Exercise brief:
Word for word, the data below must be repeated in full; no picture is to be included.

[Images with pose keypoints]
==============================
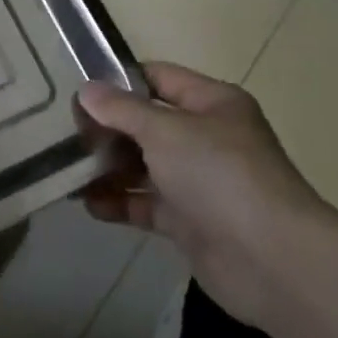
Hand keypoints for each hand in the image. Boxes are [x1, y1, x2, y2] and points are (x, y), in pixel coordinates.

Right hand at [79, 63, 334, 327]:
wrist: (270, 260)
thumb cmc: (218, 174)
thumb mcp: (165, 130)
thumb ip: (122, 110)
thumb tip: (86, 90)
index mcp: (212, 103)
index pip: (159, 78)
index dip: (120, 81)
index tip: (80, 91)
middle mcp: (208, 137)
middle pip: (149, 123)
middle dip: (109, 129)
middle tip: (66, 134)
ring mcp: (200, 182)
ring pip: (146, 165)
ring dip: (110, 168)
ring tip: (69, 170)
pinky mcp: (192, 222)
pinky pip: (148, 204)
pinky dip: (121, 203)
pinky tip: (89, 204)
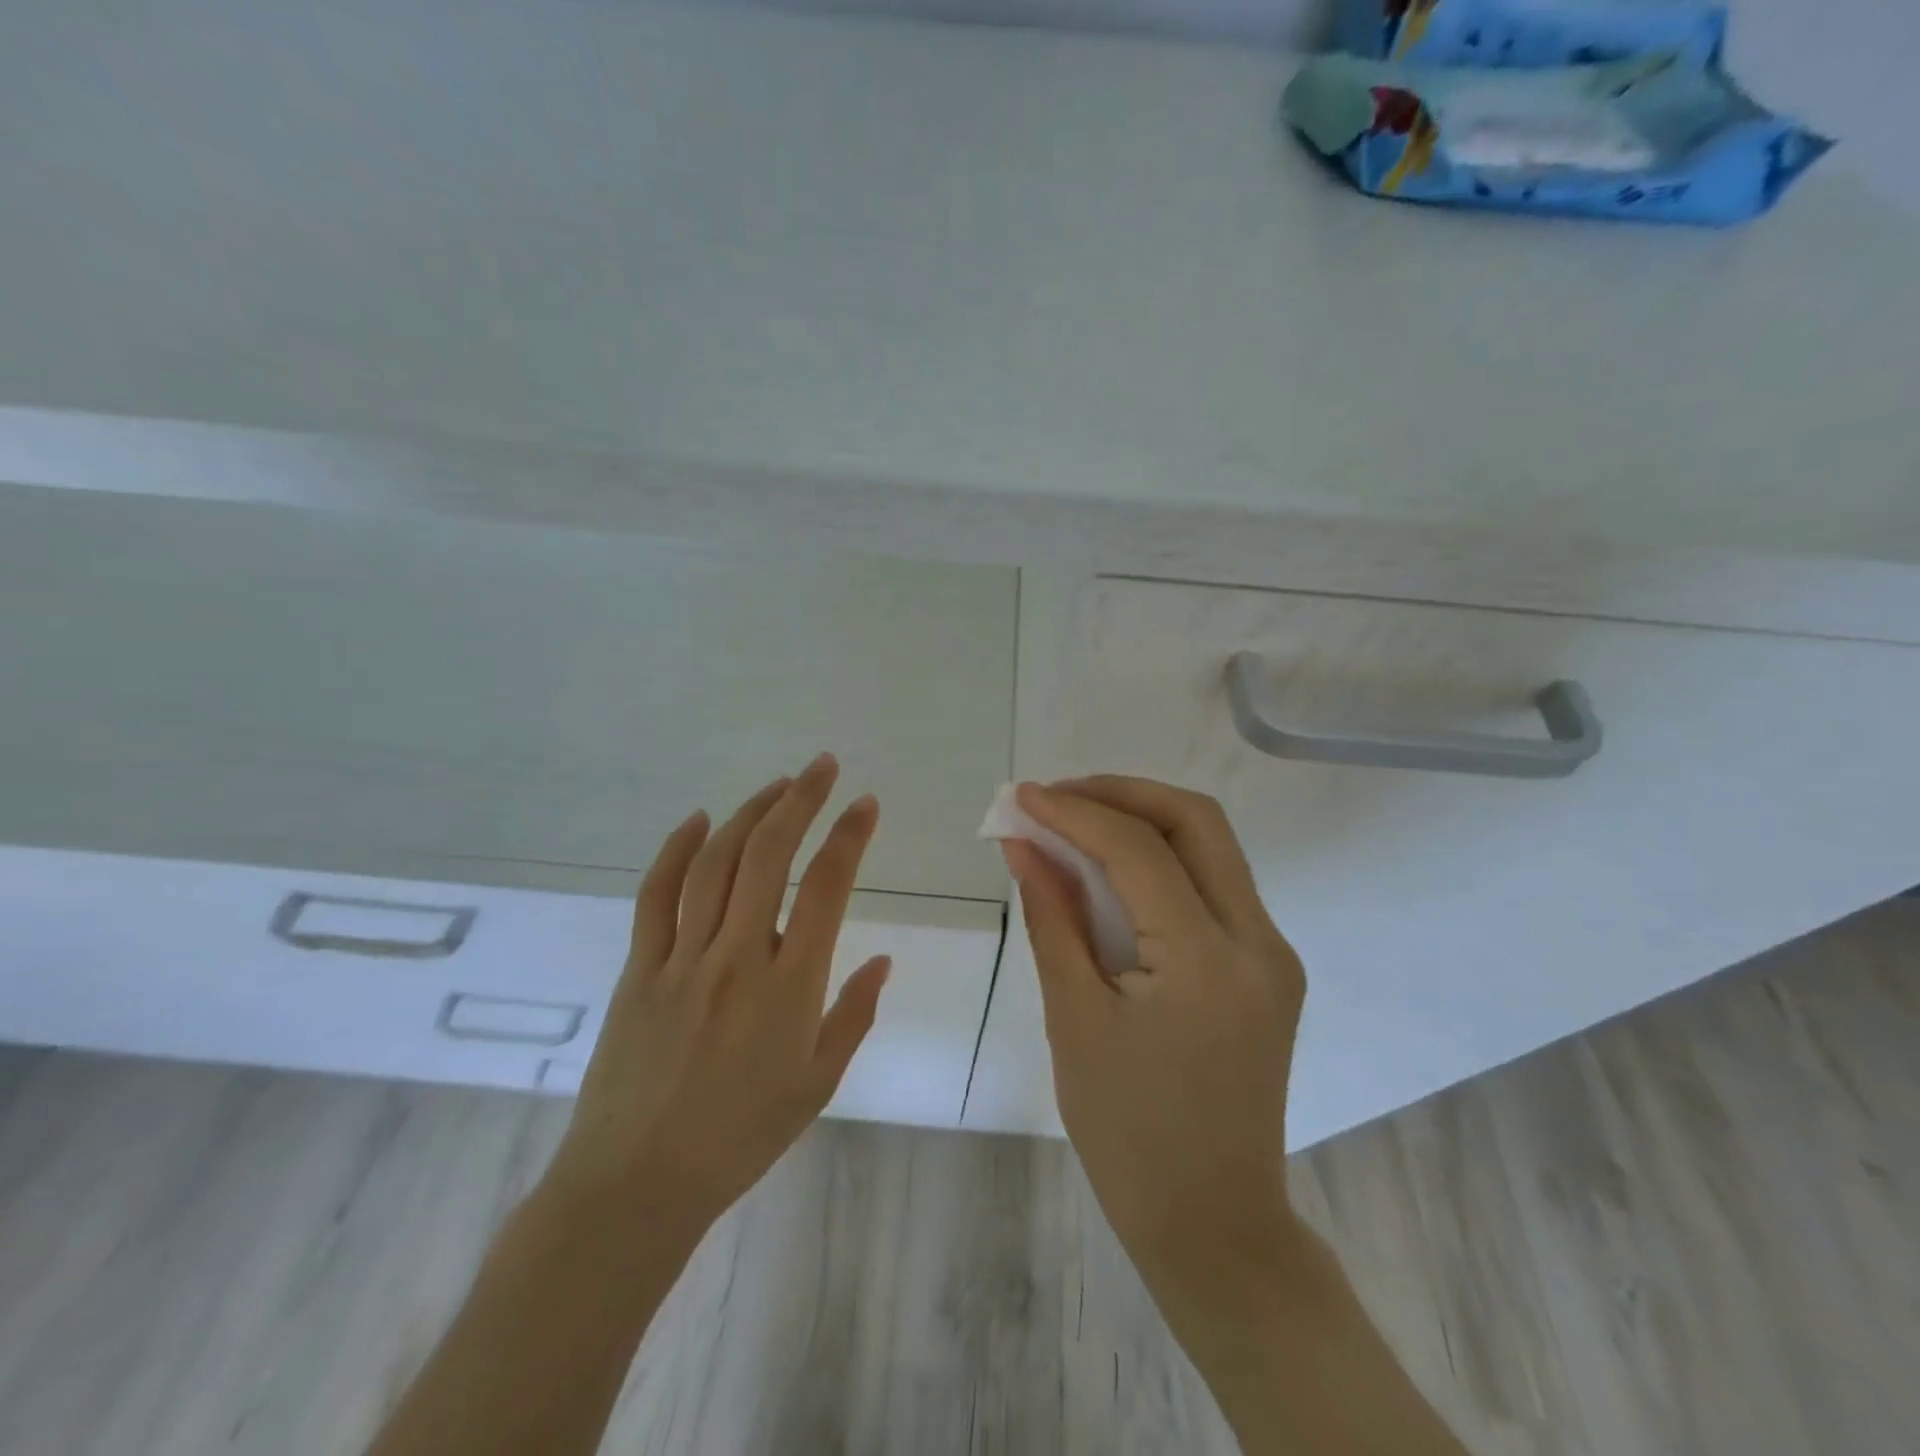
==============================
Output:
Hand keypoints for each hand in the image. Boxes are [x1, y1, x2, y2] and points are (x, y), in pixel coordinates.

Right hand at [79, 63, 334, 327]:
wrist: (270, 260)
thumb cmc: (218, 174)
thumb mcp: (165, 130)
thumb ip: (122, 110)
thumb tip: (86, 90)
index mcp: (212, 103)
index pip: (159, 78)
index dip: (120, 81)
index tip: (80, 91)
middle mcp: (208, 137)
middle pip: (149, 123)
middle dip: (109, 129)
middle tip: (66, 134)
ring mcp: (200, 182)
ring pip: (146, 165)
ring dip: (110, 168)
ring tip: (69, 170)
pinky mcp: (192, 222)
pinky pip: (148, 204)
pinky dip: (121, 203)
pinky tip: (89, 204)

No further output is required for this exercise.